■ **Entries shown**:

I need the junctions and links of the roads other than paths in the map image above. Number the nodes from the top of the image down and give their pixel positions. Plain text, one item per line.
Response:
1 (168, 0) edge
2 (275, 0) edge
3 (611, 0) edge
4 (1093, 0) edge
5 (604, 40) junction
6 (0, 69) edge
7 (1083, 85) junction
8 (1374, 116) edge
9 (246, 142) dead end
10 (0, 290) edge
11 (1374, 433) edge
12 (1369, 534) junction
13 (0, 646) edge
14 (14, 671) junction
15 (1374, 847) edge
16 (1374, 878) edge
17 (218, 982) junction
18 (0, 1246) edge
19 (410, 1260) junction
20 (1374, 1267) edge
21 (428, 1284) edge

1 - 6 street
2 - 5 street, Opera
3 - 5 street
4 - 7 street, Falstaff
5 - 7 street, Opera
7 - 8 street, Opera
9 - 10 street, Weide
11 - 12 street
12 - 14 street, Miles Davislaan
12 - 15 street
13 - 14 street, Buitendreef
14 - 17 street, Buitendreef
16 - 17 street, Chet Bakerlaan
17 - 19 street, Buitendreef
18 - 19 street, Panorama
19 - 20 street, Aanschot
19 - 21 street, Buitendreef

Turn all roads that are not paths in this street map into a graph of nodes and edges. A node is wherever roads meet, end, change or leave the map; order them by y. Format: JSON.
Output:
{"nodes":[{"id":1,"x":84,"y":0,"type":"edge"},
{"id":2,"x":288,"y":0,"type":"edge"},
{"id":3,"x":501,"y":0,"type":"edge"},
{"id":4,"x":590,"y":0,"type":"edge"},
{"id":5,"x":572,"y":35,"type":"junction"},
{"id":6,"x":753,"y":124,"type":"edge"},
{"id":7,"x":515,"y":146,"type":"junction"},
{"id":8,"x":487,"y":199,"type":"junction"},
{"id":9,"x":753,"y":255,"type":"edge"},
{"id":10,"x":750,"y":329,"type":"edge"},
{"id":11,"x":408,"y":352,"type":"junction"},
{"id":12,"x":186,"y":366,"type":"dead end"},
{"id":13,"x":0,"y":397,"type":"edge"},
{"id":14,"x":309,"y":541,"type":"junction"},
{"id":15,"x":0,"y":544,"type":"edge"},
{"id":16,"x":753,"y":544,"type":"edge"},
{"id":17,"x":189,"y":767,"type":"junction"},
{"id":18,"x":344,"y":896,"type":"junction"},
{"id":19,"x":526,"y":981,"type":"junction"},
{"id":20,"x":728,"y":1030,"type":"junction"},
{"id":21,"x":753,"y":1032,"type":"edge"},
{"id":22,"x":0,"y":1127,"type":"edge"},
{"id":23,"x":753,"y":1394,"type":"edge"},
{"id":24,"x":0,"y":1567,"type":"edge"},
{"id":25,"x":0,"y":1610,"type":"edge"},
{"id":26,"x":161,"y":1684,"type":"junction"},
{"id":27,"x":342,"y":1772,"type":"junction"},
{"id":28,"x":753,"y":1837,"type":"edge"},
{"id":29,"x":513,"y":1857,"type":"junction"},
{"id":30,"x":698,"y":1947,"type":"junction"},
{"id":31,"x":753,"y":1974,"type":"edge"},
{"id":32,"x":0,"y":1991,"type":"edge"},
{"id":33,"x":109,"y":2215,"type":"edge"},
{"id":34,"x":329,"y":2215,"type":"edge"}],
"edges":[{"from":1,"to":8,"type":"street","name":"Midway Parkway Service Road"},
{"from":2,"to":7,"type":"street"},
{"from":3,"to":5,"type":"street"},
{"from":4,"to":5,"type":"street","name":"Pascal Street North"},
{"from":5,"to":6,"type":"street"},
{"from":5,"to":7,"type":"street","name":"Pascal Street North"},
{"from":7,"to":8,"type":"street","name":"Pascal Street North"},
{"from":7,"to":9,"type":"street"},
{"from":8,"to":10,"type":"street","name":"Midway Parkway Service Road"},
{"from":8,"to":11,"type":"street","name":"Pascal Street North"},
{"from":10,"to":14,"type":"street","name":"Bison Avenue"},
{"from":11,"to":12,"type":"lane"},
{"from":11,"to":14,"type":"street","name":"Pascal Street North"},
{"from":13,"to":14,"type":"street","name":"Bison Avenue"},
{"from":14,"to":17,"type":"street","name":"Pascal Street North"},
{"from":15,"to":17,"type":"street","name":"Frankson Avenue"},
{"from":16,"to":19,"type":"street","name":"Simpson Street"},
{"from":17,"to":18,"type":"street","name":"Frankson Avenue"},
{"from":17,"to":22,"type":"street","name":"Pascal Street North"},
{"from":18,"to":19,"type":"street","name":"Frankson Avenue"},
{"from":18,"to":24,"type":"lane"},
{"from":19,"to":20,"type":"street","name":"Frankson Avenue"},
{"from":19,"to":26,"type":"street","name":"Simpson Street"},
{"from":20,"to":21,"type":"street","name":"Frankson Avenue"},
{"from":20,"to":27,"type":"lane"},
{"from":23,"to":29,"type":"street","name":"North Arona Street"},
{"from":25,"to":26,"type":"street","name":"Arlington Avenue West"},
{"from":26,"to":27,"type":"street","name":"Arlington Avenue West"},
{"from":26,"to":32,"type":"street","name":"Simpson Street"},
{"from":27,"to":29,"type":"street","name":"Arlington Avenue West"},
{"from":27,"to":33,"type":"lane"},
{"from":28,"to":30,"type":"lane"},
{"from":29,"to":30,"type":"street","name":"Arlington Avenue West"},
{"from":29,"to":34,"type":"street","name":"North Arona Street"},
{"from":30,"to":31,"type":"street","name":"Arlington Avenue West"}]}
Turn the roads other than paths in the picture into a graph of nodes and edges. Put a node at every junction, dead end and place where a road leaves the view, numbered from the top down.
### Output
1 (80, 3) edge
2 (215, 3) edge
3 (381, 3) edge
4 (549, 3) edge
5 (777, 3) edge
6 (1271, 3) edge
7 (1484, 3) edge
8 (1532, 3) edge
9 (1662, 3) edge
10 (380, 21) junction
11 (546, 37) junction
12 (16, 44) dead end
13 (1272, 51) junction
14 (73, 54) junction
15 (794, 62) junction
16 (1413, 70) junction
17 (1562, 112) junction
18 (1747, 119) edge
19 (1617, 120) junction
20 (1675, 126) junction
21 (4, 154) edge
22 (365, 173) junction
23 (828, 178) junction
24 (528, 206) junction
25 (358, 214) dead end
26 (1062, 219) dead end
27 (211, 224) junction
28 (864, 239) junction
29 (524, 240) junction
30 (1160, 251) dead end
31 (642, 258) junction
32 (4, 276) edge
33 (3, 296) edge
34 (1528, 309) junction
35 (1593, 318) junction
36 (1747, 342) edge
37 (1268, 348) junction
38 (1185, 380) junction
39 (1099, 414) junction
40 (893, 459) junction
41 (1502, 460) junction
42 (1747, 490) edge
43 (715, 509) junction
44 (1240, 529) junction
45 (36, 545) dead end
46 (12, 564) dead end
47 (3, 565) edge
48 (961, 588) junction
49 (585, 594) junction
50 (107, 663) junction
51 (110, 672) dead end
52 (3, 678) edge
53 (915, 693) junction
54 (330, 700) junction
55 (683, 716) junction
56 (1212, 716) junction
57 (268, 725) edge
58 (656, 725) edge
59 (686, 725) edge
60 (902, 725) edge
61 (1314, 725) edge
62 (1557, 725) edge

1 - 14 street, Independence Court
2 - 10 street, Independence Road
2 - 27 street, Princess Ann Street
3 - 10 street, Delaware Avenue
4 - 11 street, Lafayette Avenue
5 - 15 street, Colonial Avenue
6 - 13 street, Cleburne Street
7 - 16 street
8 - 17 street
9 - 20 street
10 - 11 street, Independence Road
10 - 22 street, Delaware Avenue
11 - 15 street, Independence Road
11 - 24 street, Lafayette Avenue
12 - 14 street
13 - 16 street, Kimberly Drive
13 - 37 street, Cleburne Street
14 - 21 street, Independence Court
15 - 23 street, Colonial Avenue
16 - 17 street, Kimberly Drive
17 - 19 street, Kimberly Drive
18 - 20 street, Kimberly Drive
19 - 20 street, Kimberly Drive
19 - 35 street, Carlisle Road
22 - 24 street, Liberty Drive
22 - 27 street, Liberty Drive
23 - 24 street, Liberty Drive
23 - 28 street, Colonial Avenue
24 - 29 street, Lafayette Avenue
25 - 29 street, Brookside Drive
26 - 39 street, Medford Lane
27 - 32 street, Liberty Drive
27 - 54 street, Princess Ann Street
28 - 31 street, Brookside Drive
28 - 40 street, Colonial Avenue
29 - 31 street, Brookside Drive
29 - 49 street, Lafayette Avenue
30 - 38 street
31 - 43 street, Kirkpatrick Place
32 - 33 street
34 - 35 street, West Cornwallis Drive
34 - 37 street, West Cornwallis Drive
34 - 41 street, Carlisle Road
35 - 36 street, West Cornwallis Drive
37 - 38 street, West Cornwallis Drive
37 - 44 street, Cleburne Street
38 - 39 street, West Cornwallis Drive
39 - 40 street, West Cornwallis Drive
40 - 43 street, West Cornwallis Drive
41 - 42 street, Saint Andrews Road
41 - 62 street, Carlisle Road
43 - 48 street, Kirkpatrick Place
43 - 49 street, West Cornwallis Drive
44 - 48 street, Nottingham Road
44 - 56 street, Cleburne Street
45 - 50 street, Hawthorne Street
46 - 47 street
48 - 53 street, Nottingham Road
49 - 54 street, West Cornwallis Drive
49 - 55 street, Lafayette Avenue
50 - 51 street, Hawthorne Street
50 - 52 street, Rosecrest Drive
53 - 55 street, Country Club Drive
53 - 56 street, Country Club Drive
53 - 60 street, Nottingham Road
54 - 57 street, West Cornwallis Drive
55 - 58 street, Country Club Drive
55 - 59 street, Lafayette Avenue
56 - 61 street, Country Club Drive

■ **Task description**:
With "than" as the string to find, copy every line of the records that holds it.

■ **Written answer**:
I need the junctions and links of the roads other than paths in the map image above. Number the nodes from the top of the image down and give their pixel positions. Plain text, one item per line.
Turn the roads other than paths in the picture into a graph of nodes and edges. Put a node at every junction, dead end and place where a road leaves the view, numbered from the top down.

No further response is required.